No Escape From Washington’s Fiscal Doomsday Machine


If you don’t think Washington is in the maws of a Fiscal Doomsday Machine, think again.

And the place to start is with the 30-year CBO projections—expressed as the dollar increase from the current $29 trillion level of publicly held US Treasury debt.

To wit, if Washington does nothing except leave current tax, spending and structural deficit policies in place (i.e. baseline policy), the publicly-held debt will grow by $102 trillion over the next three decades, reaching a staggering 154% of what would be $85 trillion of GDP by 2054.

Moreover, that outcome assumes that Rosy Scenario does not loose her footing for even a moment through the middle of the century. Stated differently, the underlying CBO projections presume that there will be no recession during the 34 year span from 2020 to 2054, and that, in fact, there will be perpetual full-employment at about 4% from here on out.

Of course, during the last 30 years there have been three recessions (shaded area) and no such full-employment perfection was even remotely achieved. The short spells of 4% unemployment or under, in fact, were few and far between—in stark contrast to the CBO baseline which presumes 4% unemployment year after year until 2054.

The CBO projections also assumes that inflation stays strictly in its Fed-prescribed lane at around 2.0% for the next 30 years, as well.
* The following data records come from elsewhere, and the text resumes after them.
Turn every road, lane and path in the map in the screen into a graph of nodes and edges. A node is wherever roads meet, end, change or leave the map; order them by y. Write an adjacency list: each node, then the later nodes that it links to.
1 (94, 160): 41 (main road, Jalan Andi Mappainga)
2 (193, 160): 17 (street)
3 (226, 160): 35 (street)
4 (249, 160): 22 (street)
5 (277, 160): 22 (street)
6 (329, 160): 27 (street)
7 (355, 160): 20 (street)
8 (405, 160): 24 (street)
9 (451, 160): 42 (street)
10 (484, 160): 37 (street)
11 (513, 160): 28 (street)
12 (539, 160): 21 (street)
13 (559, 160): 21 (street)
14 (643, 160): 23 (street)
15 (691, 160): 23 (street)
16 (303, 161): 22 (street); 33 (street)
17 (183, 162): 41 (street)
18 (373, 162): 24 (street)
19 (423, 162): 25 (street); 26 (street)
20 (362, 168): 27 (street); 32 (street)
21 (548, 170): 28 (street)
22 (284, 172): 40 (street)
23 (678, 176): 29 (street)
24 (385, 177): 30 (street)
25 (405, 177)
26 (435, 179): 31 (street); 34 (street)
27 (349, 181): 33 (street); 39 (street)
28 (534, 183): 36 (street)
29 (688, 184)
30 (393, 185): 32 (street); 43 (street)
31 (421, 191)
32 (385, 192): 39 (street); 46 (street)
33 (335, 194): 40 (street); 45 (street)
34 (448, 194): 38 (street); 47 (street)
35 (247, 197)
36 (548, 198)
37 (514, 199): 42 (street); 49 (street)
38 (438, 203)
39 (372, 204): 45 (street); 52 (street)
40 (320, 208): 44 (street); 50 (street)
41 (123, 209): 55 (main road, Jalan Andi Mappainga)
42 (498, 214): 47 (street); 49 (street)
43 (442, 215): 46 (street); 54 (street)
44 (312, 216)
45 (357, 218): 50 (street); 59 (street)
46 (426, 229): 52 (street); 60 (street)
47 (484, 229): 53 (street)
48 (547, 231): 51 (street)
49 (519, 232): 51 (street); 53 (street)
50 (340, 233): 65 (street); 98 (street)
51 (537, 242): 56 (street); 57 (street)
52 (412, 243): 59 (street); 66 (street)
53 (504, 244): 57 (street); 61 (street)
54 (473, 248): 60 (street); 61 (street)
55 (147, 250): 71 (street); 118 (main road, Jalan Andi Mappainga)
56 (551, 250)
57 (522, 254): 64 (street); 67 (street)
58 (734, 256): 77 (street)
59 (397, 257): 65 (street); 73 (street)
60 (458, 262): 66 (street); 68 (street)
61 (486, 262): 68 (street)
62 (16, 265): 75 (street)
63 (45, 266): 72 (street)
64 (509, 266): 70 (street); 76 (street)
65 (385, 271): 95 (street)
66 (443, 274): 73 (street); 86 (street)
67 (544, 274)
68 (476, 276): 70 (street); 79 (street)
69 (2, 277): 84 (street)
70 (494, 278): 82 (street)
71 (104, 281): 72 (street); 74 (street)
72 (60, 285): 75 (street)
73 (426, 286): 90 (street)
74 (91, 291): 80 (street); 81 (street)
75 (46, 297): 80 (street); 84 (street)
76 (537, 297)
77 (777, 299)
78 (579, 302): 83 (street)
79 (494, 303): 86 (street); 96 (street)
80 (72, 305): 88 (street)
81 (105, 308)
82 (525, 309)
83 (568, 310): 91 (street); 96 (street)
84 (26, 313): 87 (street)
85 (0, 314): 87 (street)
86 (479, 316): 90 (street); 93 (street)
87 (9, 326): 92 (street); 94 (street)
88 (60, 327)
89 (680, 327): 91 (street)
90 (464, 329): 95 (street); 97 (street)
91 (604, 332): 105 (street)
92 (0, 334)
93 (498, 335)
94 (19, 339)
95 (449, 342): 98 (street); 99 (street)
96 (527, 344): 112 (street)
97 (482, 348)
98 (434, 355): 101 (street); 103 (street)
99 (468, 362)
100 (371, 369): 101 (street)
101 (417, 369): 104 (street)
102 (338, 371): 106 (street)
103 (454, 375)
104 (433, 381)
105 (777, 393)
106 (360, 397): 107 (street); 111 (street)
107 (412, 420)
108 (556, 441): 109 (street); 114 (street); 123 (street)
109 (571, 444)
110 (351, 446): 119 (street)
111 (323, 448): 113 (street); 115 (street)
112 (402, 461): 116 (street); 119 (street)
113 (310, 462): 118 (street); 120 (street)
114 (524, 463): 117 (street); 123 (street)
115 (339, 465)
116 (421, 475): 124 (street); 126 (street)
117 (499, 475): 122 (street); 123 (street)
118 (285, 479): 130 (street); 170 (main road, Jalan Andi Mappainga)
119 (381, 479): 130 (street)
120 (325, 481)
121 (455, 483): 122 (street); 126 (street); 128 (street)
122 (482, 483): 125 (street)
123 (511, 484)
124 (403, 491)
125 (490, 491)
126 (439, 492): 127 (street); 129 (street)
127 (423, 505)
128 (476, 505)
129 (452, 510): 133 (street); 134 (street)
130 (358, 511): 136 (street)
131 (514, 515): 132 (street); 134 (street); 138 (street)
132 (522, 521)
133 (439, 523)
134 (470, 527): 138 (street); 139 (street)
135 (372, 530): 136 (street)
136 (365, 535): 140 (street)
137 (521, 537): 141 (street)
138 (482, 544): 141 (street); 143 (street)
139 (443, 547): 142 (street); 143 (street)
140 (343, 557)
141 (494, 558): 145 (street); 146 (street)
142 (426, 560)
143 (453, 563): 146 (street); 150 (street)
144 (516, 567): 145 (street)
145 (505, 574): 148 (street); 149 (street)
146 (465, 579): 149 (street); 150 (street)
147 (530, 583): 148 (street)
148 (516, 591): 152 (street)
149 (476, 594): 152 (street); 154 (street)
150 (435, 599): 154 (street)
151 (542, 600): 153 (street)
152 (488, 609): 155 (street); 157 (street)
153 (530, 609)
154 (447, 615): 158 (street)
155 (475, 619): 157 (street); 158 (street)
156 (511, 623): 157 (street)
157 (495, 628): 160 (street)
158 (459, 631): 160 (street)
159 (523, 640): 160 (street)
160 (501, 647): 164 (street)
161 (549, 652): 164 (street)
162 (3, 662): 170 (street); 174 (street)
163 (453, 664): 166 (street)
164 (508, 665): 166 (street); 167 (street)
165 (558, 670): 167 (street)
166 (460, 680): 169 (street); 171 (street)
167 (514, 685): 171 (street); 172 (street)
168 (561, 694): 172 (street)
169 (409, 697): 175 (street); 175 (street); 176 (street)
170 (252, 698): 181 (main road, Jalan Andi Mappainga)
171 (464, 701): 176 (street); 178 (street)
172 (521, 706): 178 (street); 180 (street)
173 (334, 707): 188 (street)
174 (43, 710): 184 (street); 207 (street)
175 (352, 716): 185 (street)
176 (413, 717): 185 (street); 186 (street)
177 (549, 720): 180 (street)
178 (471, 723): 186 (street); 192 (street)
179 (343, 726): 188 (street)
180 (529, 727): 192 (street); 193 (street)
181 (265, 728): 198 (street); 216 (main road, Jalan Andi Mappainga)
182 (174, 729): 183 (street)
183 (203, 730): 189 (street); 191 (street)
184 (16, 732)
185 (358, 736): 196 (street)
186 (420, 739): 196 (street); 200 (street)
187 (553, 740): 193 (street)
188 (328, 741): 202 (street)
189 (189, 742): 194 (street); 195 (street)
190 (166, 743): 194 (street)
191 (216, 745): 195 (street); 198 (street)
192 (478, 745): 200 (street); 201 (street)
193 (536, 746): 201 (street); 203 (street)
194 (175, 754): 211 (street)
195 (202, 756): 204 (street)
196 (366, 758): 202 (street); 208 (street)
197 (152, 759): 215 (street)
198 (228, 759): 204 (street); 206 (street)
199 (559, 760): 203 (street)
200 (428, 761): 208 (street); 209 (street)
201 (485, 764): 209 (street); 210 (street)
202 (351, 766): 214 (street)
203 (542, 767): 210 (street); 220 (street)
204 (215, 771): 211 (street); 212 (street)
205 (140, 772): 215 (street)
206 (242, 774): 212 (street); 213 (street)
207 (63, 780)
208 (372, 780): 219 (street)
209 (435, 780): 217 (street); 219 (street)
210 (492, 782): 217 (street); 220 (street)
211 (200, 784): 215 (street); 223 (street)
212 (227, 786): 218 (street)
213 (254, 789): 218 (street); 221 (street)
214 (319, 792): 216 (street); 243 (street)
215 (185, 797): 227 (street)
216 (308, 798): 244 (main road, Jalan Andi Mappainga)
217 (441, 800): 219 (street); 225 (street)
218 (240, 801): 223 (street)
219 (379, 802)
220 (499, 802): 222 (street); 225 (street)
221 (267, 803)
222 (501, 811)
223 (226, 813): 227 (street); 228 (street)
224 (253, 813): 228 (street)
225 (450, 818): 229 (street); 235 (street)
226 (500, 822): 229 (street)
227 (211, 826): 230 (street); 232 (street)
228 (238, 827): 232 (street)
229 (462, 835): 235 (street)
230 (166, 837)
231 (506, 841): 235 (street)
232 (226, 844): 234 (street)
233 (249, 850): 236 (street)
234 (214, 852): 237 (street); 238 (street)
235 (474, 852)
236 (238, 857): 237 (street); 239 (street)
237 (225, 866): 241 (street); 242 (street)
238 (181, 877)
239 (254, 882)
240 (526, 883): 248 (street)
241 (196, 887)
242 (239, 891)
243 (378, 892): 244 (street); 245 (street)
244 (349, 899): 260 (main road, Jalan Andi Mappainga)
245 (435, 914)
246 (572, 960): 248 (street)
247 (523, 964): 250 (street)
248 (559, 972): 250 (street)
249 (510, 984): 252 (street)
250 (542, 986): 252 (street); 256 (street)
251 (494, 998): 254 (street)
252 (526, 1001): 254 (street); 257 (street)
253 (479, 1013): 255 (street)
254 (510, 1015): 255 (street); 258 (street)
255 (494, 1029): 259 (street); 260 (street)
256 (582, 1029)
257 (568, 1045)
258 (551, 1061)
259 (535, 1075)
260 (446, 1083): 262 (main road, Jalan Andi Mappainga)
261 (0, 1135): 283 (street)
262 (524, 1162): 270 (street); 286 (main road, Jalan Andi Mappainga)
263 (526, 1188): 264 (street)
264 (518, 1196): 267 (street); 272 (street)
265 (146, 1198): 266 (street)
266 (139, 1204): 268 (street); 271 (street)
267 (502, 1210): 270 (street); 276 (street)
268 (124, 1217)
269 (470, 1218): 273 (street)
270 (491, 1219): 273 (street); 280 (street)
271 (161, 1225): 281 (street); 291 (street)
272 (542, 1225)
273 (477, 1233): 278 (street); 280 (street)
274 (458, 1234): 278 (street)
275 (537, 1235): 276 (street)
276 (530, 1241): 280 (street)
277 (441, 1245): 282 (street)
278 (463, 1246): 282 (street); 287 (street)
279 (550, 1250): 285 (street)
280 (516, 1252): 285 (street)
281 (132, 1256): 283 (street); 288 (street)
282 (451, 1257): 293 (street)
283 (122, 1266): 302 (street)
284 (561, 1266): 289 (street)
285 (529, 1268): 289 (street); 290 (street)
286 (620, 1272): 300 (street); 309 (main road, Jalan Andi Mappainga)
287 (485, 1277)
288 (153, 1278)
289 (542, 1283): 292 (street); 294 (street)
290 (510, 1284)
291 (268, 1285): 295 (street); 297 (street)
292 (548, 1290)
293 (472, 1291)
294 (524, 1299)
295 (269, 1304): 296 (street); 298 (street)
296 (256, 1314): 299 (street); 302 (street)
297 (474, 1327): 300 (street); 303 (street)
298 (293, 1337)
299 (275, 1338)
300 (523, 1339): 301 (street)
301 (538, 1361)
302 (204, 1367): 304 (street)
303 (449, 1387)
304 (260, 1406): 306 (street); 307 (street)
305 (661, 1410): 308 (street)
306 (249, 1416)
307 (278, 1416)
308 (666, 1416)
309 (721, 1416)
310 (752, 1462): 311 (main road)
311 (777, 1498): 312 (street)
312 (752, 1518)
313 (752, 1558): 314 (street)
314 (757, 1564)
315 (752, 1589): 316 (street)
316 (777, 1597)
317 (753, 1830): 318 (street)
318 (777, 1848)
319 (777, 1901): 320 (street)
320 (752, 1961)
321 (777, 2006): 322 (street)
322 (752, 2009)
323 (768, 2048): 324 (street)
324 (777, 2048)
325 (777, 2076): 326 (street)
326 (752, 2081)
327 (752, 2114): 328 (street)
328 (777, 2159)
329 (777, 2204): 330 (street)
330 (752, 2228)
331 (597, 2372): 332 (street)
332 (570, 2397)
That hasn’t remotely happened during the last 30 years, when the inflation rate has exceeded the 2.0% mark during 17 years, and frequently by substantial amounts.


Needless to say, with a baseline projection of $102 trillion of new debt ridding on the back of a veritable Rosy Scenario, you would think that Washington might be forming a fiscal bucket brigade to beginning bailing out the sinking budgetary ship. And most especially that it would be lead by the GOP—the once and former party of balance budgets and fiscal rectitude.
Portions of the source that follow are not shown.